News
November 24, 2006

SOL station opens its doors in Pembroke

It was a first for St Vincent and the Grenadines as well as SOL last week.

The Barbados-based petroleum company opened a new Shell service station at Pembroke. It is the first one that it has constructed since buying the Shell franchise in the Caribbean in early 2005.

With the construction of the station came training for Vincentian and Barbadian contractors in the latest techniques of fuel facility design and building.{{more}}

Managing Director of SOL, Stewart Gill, told the opening ceremony last week Thursday that this station has state of the art controls to protect the community and the environment. It has double-walled tanks and in the event that both walls are breeched there are sensors and containment pipes and sumps on the perimeter to detect and contain spillage.

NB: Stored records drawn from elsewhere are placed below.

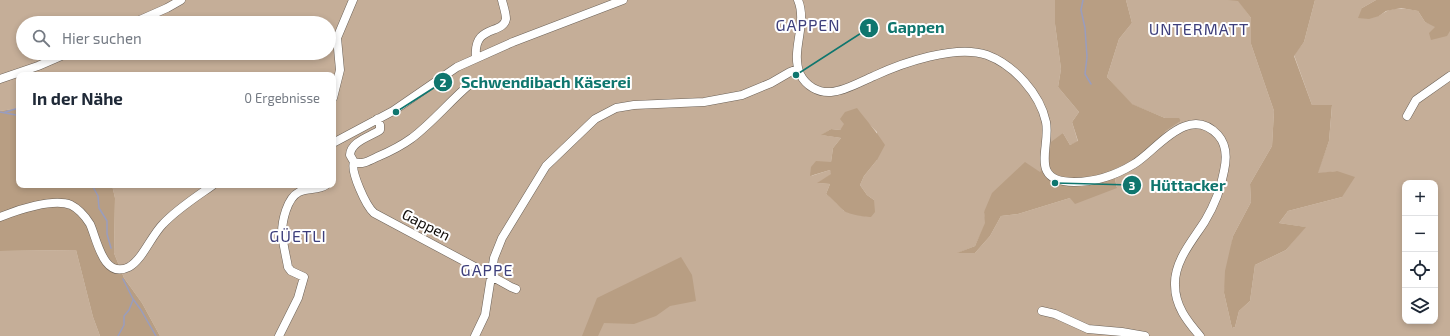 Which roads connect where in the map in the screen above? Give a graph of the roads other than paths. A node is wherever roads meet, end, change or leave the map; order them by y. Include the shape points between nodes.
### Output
1 (181, 0) edge
2 (353, 0) edge
3 (502, 0) edge
4 (622, 0) edge
5 (798, 0) edge
6 (149, 16) edge
7 (476, 57) junction
8 (52, 60) edge
9 (798, 69) junction
10 (20, 72) edge
11 (16, 74) edge
12 (1450, 76) edge
13 (0, 79) edge
14 (470, 84) dead end
15 (336, 86) edge
16 (1407, 116) dead end
17 (377, 119) junction
18 (336, 141) edge
19 (354, 162) junction
20 (209, 188) edge
21 (320, 188) edge
22 (0, 217) edge
23 (491, 276) junction
24 (516, 289) dead end
25 (1042, 311) dead end
26 (278, 336) edge
27 (476, 336) edge
28 (1145, 336) edge
29 (1200, 336) edge

1 - 6 street
2 - 15 street via 337,38 340,70
3 - 7 street via 506,19 500,27 481,36 476,44
4 - 7 street
5 - 9 street via 801,15
7 - 17 street
8 - 10 street
9 - 23 street via 742,95 704,102 634,105 616,108 595,119 546,166 498,245
9 - 29 street via 802,79 809,86 829,92 844,89 898,66 925,58 967,52 987,55 1012,71 1035,98 1044,114 1047,127 1045,165 1052,176 1066,181 1080,182 1120,171 1143,158 1167,136 1184,126 1197,124 1209,128 1220,138 1225,149 1223,175 1210,211 1180,262 1175,282 1180,308
11 - 13 street
12 - 16 street via 1416,100
14 - 19 street via 406,142 367,162
17 - 18 street
17 - 19 street, Gappen via 380,130 351,149 350,154
19 - 23 street, Gappen via 354,174 374,213
20 - 22 street via 167,220 137,260 126,268 113,268 107,263 85,216 65,203 40,206
21 - 26 street via 298,192 291,200 283,225 282,235 288,267 304,277 298,298
23 - 24 street, Gappen
23 - 27 street via 486,309
25 - 28 street via 1088,329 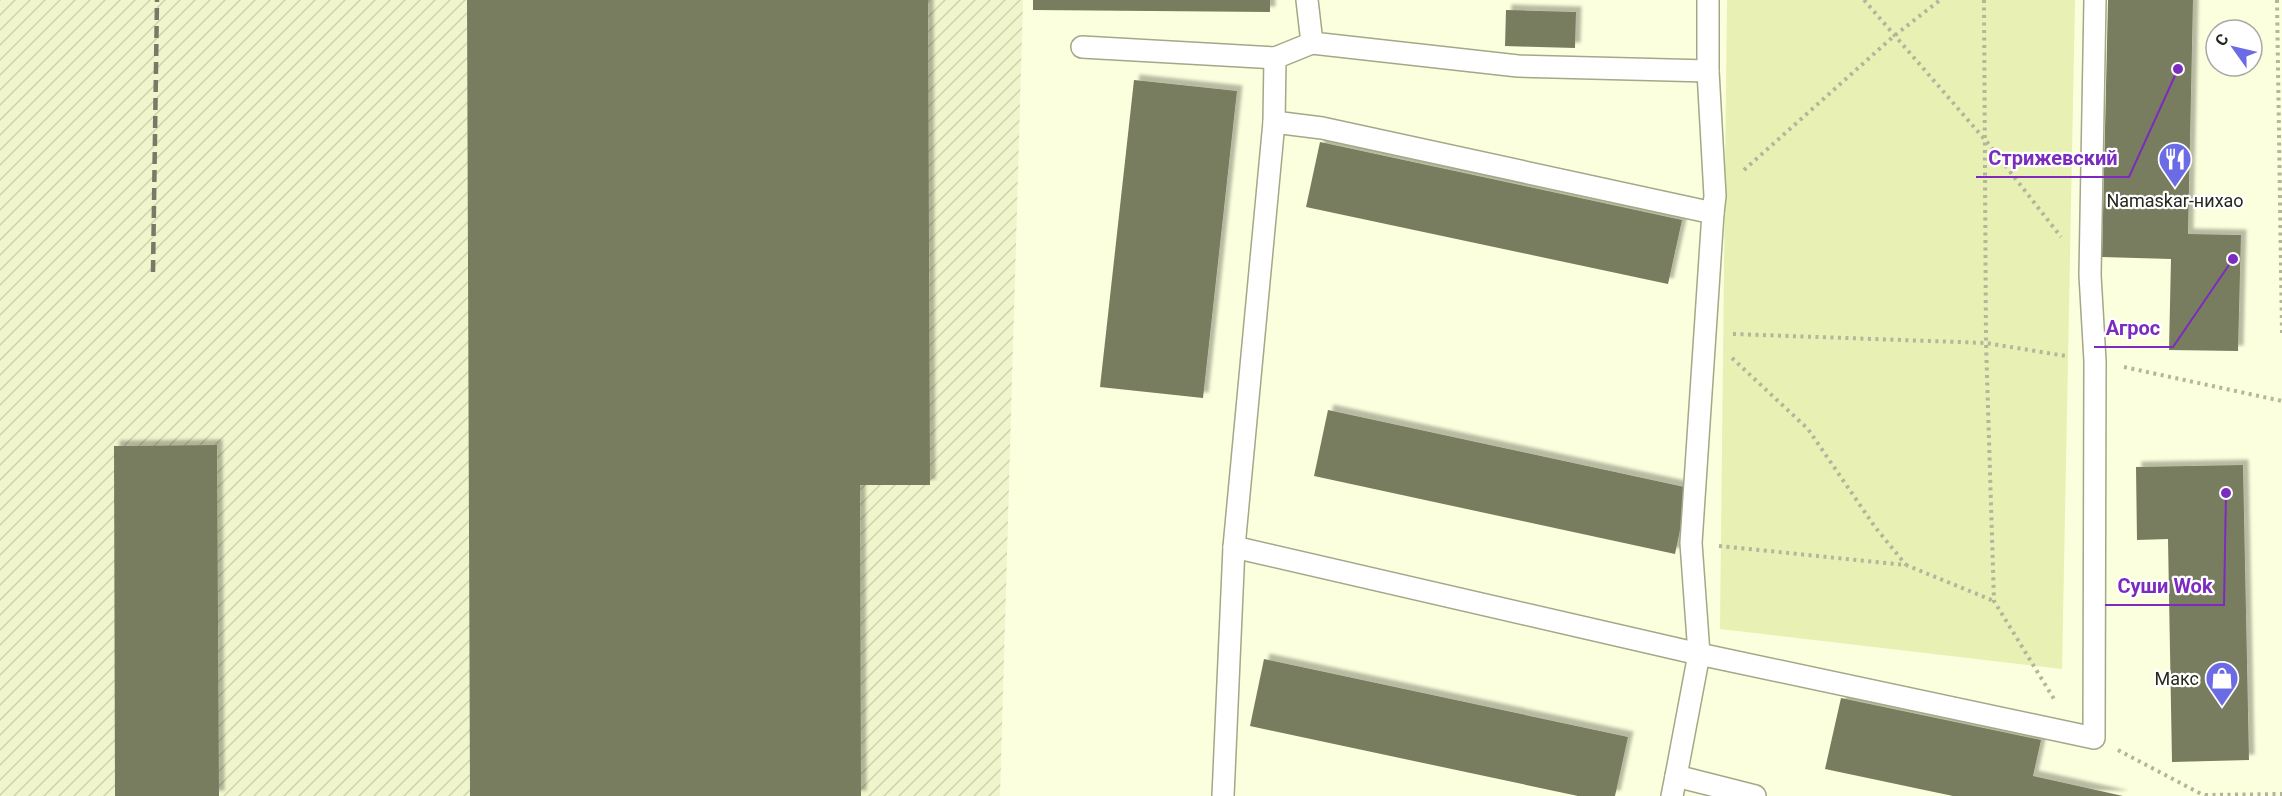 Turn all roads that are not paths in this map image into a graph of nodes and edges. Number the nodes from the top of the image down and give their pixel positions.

“So the highest level of safety has been deployed here at this site to ensure protection of the environment and the community,” Stewart said. “The opening of this station could not have come at a better time because just this week we launched Shell V-Power gasoline the highest performance gasoline ever marketed by Shell in this market.”

SOL was formed in 2003 and two years later it purchased Shell’s network in the Eastern Caribbean, Suriname, Guyana, and Belize. In August this year it purchased Shell Puerto Rico bringing to 14 the number of Caribbean countries in which it is operating.

The Pembroke station brings to 289, the number of stations owned by SOL.

The entire SOL staff in St Vincent and the Grenadines is Vincentian. Stewart said that SOL recognised that each country had its own culture and this had figured prominently in the organisational structure of the company. And with the business being totally Caribbean owned, SOL had the power to make key decisions in order to be customer-centric.